Seulement, quand le jeune homme en possession de l’arc fameux conduit Philoctète vers son navire, — après que celui-ci, puisque les mensonges accumulés ont réussi, loin de résister, l’a supplié de l’embarquer, le pressant, le conjurant de se hâter, — subitement, quand il touche au but, Néoptolème défaille[2] : il redevient le fils d’Achille. Pourquoi ce revirement ? Parce que Philoctète est à sa merci. Ce qui le prouve, c’est que pendant que le malheureux dans une crise de son mal ne pouvait faire usage ni de sa main, ni de son pied, ni d’aucun membre, Néoptolème, malgré le conseil pressant du chœur[3], n’a pas profité de l’occasion. Si Philoctète résistait, s’il se défendait, s’il l’injuriait, il continuerait son rôle avec ardeur. Mais parce que le malheureux est faible, surtout parce qu’il a pleine confiance en son guide, puisqu’il s’appuie sur lui en marchant, le jeune homme recule. Et comme l’autre ne comprenant rien demande des explications, il avoue tout.

Peut-être, par un reste de naïveté, Néoptolème espère-t-il que Philoctète, cédant à ses prières et touché de sa franchise, consentira à s’embarquer pour Troie, où l’attendent une guérison prochaine et une gloire immense. Mais cet homme est le plus obstiné qui ait jamais paru sur aucun théâtre.

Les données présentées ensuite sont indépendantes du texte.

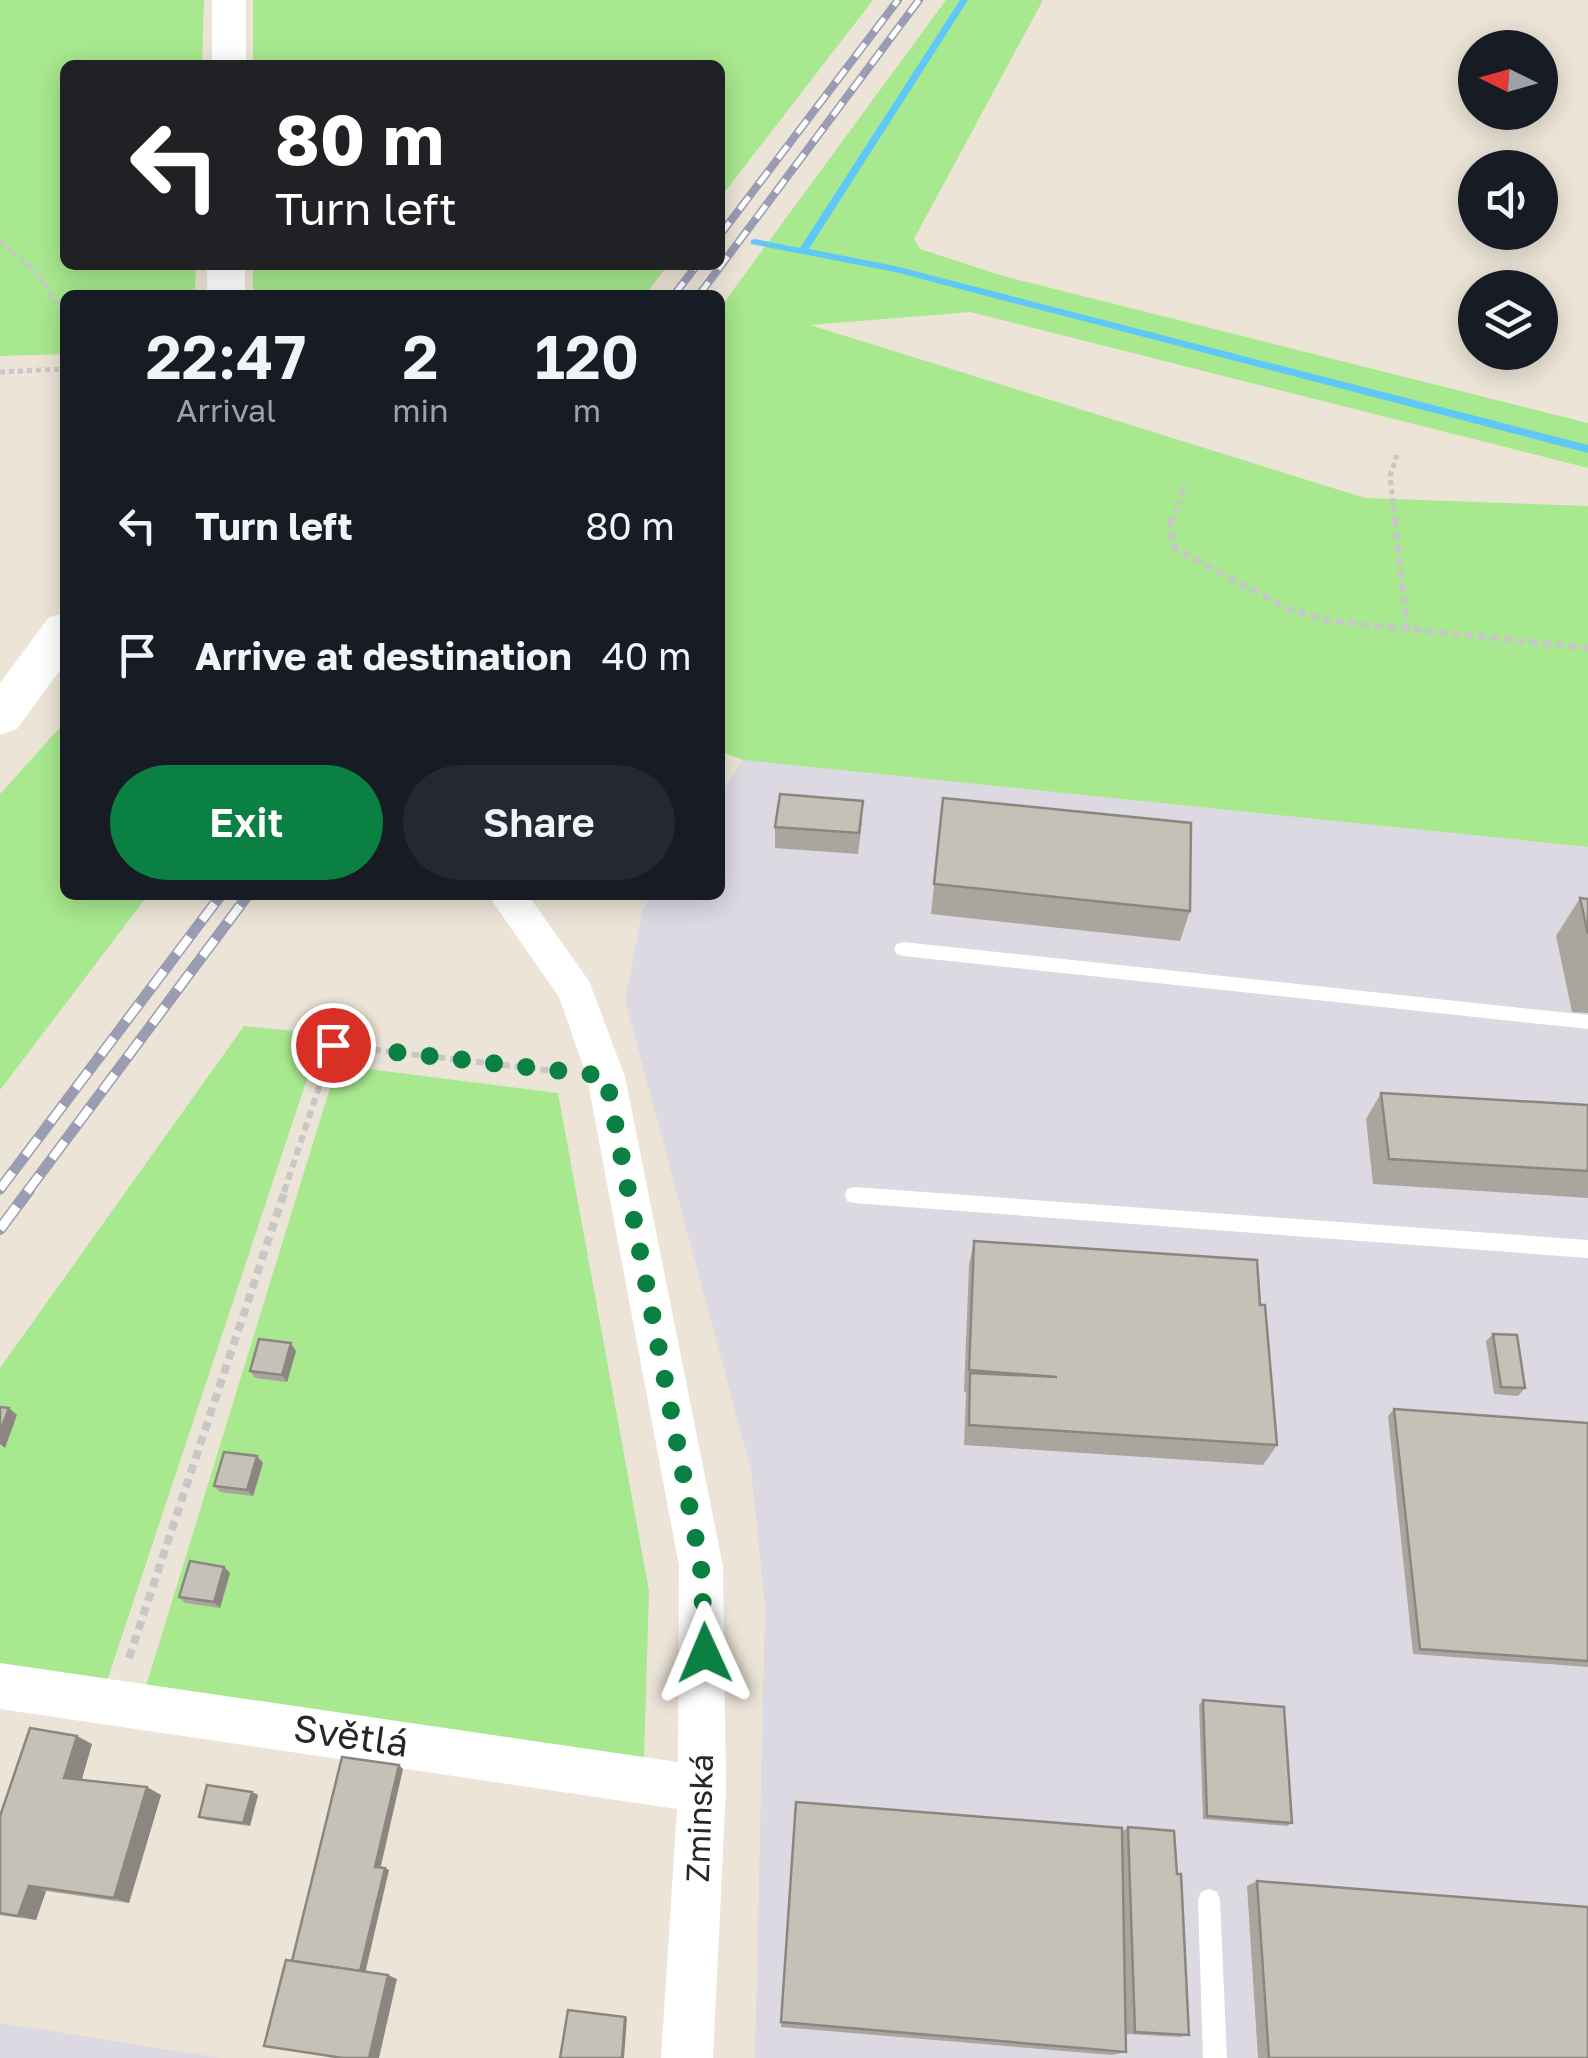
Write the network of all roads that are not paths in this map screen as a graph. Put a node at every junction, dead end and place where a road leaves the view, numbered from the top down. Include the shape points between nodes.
1 (230, 0) edge
2 (229, 60) edge
3 (60, 637) edge
4 (0, 717) edge
5 (511, 900) edge
6 (903, 949) dead end
7 (1588, 1022) edge
8 (854, 1195) dead end
9 (1588, 1249) edge
10 (0, 1686) edge
11 (702, 1789) junction
12 (1208, 1900) dead end
13 (688, 2058) edge
14 (1216, 2058) edge

1 - 2 main road
3 - 4 main road
5 - 11 street, Zminská via 576,992 606,1076 701,1566
6 - 7 lane
8 - 9 lane
10 - 11 street, Světlá
11 - 13 street, Zminská
12 - 14 lane

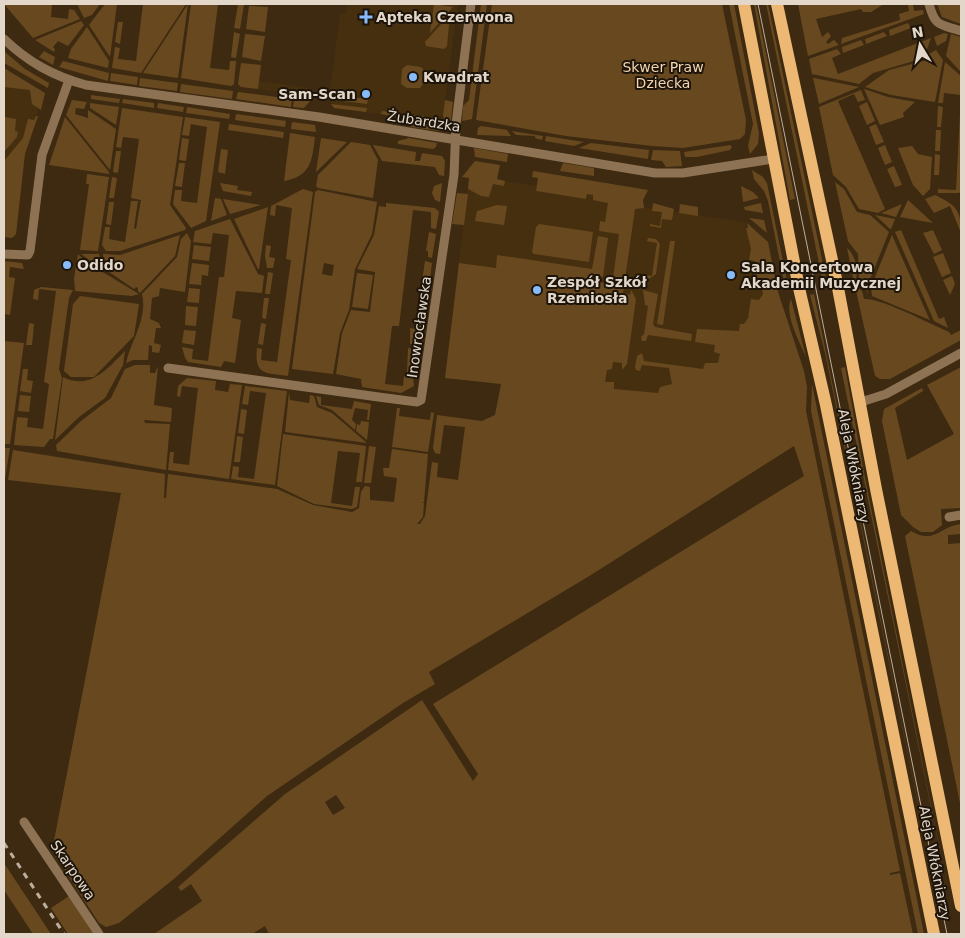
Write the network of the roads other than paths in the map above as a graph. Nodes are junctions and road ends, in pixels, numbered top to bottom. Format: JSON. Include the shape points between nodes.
{"nodes":[{"id":1,"x":471,"y":4,"type":"edge"},
{"id":2,"x":744,"y":4,"type":"edge"},
{"id":3,"x":777,"y":4,"type":"edge"},
{"id":4,"x":929,"y":4,"type":"edge"},
{"id":5,"x":961,"y":31,"type":"edge"},
{"id":6,"x":4,"y":39,"type":"edge"},
{"id":7,"x":69,"y":80,"type":"junction"},
{"id":8,"x":455,"y":140,"type":"junction"},
{"id":9,"x":773,"y":159,"type":"junction"},
{"id":10,"x":4,"y":254,"type":"edge"},
{"id":11,"x":961,"y":353,"type":"edge"},
{"id":12,"x":168,"y":368,"type":"dead end"},
{"id":13,"x":861,"y":402,"type":"junction"},
{"id":14,"x":961,"y":516,"type":"edge"},
{"id":15,"x":949,"y":517,"type":"dead end"},
{"id":16,"x":24,"y":822,"type":"dead end"},
{"id":17,"x":961,"y":906,"type":"edge"},
{"id":18,"x":99,"y":934,"type":"edge"},
{"id":19,"x":934,"y":934,"type":"edge"}],
"edges":[{"from":1,"to":8,"type":"street","name":"Inowrocławska"},
{"from":2,"to":9,"type":"main road","name":"Aleja Włókniarzy"},
{"from":3,"to":13,"type":"main road","name":"Aleja Włókniarzy"},
{"from":4,"to":5,"type":"street","via":[[937,23]]},
{"from":6,"to":7,"type":"street","name":"Żubardzka","via":[[37,66]]},
{"from":7,"to":8,"type":"street","name":"Żubardzka"},
{"from":7,"to":10,"type":"street","via":[[42,155],[30,252],[24,256]]},
{"from":8,"to":9,"type":"street","name":"Żubardzka","via":[[666,174]]},
{"from":8,"to":12,"type":"street","name":"Inowrocławska","via":[[454,175],[421,400]]},
{"from":9,"to":19,"type":"main road","name":"Aleja Włókniarzy"},
{"from":11,"to":13,"type":"street","via":[[886,394]]},
{"from":13,"to":17,"type":"main road","name":"Aleja Włókniarzy"},
{"from":14,"to":15,"type":"street"},
{"from":16,"to":18,"type":"street","name":"Skarpowa"}]}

Cette obstination est faite de rancune, de colère, de rage. Il n’a jamais oublié, depuis près de dix ans, sa crise de désespoir, quand il s’est réveillé seul, sur le rivage de la mer, pendant qu’à l’horizon disparaissaient les navires qu’il avait amenés[4]. Il a presque honte de n’avoir pu encore se venger de cette trahison. Aussi quand on lui prend son arc, il ne cède pas ; au contraire, il convie à le

  1. Philoct. 62 sqq.
  2. Philoct. 895.
  3. Philoct. 835 sqq.
  4. Philoct. 276 sqq.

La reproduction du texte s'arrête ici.